Games that Carried their Success to the Switch

There are many titles that have ported from the WiiU to the Switch. With most, if not all, being more successful with the larger install base. But some series have set themselves apart once having the greater audience to sell to. First up we have Splatoon. With a sequel announced at launch, and the third title on it’s way! The popular team based shooter has captured the ideals of those who claimed Nintendo couldn’t make a family friendly shooter!

Next up is Hyrule Warriors. The initial release on WiiU being popular enough to spawn a 3DS spin off in itself. The Switch title combined the two into a deluxe edition before another title was eventually revealed. Age of Calamity took the popularity from Breath of the Wild and gave a Warriors spin to it’s origin story. Whilst some felt that hiding key points of lore behind such a title, sales have suggested it was enough to build on an already successful brand.

Finally, the obvious elephant sized go-kart in the room. Mario Kart 8 has not only sold massively on WiiU, but it’s switch “deluxe” version took the total number of sales to astronomical heights. Ones that can only truly be scaled when in “Zero G” mode on a track obviously! Now, with the recent Nintendo Direct, what many though to be an announcement for MK9 was simply an expansion on an already expanded title. With new courses being upgraded over the course of time, there is plenty of reason to grab this… on Switch!

And Finally….The Virtual Console / Indie Scene

Both consoles had an amazing library of virtual console titles. Whilst not every game was included (*cough* Thousand Year Door *cough*) there was plenty of choice. The WiiU took advantage of the 3DS being “unable” to play GBA titles supporting those on the game pad. 3DS became even more a Pokémon engine with the addition of Gen 1 and 2 titles in their original form. Ease of purchasing meant many were happy to put titles on their console, regardless of prior ownership. Eventually Super Nintendo titles were also released onto the “New” 3DS, apparently after a hardware upgrade enabled this function.

There was also an amazing third party and indie renaissance that sprung forth from the digital sales on both consoles. With such names as Shovel Knight, Shantae, and Steamworld being thrown into the mix. Many of these will be lost once the eShop closes and so, again, preservation is a huge concern.

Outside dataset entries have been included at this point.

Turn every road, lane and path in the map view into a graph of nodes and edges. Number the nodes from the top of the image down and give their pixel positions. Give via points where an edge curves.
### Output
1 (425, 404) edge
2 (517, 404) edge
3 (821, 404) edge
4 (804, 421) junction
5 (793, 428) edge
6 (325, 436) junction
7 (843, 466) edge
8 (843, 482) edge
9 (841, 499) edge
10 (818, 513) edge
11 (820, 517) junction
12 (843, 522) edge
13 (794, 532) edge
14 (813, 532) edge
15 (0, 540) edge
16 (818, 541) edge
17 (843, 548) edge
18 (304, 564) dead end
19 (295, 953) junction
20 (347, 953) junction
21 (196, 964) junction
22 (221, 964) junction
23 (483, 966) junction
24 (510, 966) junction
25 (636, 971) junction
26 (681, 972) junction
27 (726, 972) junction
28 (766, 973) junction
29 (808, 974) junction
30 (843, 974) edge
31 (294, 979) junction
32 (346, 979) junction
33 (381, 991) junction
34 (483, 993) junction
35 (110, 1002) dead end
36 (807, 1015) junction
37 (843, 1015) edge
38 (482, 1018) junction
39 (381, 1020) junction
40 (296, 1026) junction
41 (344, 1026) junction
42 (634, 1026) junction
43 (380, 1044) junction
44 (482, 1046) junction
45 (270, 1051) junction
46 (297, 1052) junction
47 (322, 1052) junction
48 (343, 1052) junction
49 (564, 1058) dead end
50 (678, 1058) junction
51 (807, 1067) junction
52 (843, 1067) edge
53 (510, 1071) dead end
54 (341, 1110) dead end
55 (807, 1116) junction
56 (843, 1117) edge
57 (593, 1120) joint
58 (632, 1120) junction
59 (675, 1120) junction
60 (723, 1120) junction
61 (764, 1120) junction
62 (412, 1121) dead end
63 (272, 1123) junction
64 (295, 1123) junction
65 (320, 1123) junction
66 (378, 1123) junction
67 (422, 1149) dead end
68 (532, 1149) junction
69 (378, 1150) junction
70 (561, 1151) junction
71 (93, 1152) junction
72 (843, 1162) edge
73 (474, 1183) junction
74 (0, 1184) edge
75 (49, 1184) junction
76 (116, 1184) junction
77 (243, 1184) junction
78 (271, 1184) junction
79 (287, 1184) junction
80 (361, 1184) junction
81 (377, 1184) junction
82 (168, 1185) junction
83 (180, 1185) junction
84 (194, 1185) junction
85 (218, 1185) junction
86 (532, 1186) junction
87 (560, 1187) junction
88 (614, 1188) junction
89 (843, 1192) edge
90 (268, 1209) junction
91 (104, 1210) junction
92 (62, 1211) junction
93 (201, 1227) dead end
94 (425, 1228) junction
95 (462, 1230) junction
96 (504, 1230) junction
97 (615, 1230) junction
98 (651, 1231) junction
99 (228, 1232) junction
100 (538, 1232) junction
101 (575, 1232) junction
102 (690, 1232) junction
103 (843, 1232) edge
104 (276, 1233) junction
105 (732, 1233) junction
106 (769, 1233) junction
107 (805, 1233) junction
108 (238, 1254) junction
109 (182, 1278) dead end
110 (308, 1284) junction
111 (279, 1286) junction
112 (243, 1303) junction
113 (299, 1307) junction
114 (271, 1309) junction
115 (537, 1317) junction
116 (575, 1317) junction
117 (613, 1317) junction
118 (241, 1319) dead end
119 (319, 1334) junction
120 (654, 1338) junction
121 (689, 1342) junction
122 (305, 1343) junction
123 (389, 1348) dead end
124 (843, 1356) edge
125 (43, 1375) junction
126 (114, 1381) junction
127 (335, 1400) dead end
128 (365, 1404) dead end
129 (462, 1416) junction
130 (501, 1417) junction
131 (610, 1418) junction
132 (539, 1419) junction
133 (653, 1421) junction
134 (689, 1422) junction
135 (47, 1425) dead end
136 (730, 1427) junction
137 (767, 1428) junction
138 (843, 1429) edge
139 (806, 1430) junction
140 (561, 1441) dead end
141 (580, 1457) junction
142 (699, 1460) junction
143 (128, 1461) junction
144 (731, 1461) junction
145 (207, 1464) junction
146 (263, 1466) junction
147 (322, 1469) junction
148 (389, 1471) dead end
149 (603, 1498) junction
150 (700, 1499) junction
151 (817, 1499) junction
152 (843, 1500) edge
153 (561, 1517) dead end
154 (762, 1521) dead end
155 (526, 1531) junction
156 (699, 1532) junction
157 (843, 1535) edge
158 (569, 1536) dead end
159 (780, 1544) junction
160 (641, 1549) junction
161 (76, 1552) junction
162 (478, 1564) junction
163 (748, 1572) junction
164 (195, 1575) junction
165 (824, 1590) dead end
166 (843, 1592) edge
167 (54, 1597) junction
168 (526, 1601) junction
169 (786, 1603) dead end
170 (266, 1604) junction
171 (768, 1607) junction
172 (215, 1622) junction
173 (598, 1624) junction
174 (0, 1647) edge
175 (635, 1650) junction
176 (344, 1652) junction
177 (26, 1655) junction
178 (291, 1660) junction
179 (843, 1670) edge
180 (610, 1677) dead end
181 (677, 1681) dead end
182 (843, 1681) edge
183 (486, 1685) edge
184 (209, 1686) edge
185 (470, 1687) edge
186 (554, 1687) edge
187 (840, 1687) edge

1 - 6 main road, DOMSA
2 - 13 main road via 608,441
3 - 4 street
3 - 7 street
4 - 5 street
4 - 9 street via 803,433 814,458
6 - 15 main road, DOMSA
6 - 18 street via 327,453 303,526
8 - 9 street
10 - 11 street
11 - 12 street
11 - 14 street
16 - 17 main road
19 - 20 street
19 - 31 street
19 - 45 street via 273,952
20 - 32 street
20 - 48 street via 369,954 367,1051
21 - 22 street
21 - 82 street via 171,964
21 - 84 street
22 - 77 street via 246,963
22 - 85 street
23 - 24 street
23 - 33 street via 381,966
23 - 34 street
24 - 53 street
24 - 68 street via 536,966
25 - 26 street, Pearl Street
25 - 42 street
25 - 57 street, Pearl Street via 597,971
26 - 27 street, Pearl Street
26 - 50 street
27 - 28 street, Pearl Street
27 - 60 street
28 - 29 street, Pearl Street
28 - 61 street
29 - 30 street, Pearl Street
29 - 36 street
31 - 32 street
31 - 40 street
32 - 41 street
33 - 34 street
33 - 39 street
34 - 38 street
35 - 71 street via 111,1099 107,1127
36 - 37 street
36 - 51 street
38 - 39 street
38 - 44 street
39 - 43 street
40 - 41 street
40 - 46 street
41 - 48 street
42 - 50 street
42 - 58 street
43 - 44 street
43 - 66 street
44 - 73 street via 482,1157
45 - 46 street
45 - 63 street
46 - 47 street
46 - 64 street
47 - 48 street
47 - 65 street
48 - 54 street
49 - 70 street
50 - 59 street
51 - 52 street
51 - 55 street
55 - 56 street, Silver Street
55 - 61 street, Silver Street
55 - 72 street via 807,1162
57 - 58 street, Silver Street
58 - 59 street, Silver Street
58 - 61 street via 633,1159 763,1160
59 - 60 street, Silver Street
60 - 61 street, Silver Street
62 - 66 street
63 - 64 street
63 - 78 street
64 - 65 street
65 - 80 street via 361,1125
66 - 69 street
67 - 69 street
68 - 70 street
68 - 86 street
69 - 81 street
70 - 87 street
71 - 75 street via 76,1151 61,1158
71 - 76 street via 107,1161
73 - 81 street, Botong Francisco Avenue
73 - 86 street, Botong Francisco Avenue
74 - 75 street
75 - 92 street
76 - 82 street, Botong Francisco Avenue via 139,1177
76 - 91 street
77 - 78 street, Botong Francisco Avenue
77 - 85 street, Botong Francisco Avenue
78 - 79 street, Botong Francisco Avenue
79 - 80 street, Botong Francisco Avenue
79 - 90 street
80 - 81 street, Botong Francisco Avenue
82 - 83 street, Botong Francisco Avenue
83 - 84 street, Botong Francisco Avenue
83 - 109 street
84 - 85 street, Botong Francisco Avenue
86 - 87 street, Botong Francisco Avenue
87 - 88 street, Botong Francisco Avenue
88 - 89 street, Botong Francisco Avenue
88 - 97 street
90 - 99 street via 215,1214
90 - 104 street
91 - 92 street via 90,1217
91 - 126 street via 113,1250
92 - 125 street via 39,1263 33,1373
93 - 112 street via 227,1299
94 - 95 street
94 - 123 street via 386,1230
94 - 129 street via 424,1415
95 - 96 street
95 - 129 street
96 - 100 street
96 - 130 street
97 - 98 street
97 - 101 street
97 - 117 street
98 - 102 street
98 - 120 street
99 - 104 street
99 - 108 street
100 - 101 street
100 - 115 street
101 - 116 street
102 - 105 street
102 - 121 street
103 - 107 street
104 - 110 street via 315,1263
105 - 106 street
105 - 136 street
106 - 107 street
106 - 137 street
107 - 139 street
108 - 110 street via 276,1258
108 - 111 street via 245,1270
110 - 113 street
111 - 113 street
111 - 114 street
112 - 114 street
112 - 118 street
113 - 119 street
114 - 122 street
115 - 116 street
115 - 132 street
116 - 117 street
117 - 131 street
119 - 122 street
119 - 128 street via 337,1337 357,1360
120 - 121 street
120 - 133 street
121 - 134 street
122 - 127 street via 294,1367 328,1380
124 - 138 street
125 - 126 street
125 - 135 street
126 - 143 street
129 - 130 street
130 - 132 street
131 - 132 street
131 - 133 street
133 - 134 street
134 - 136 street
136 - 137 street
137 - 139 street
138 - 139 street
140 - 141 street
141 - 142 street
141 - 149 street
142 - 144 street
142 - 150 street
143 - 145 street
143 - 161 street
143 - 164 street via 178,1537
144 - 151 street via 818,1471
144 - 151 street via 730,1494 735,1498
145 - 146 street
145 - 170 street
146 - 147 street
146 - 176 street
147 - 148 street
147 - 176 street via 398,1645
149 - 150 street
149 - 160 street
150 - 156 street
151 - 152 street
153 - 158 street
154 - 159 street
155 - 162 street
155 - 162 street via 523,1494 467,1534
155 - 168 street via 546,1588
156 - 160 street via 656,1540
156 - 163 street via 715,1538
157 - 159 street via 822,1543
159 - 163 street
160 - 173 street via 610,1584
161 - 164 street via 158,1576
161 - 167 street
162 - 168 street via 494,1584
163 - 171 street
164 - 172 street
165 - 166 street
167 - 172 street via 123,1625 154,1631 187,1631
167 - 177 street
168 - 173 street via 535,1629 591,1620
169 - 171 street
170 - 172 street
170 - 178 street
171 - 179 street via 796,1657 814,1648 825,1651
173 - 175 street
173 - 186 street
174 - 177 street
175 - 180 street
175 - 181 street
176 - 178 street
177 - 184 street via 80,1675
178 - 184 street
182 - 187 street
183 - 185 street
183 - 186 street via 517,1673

But it was more than just games

Finally, while the WiiU didn’t utilise this function, one thing the 3DS needs to be praised for was it’s ability to connect. Not just to the internet, but to each other! The streetpass functionality helped people connect with each other in a way that was never seen and as yet, not replicated. I remember sitting in a performance of “Symphony of the Goddess”. I had travelled to London alone to see this, sat with my 3DS in my bag, on sleep mode. During a short interval I remembered I had it with me and opened it to a wave of new “friends”. I kept repeating this through the concert, like many around me and even started talking to those I was sat next to once we’d realised we had technically “met”.

Streetpass was a beautiful thing, with buildings collecting data on those who had passed and giving them to users and some businesses even being able to put Nintendo staff Mii character onto your system. I still have a slight emotional response to seeing certain Mii on my system whenever I go back and look.

In Summary

This is a farewell love letter I guess. Yes, it is more heavily skewed toward one of the two consoles, but they share a digital marketplace. With that marketplace being removed, we lose a huge chunk of gaming history to introduce new fans to. We can’t show a “Three Houses” fan the game that saved the franchise, or a “Dread” lover the beauty of when Samus first returned.

So with my final paragraph, I want to make some thank you’s. Thank you Nintendo for always trying new things even if it hurts the bottom line. Thank you Iwata-San for driving the efforts to make the 3DS viable. Also, for showing me that sometimes a CEO can make the right calls when times are tough. Thank you to everyone who I have ever interacted with on Streetpass and finally, thank you for letting me share your experiences and for letting me share mine with you. Let’s hope these games can find a new home on a universal Nintendo server in the future.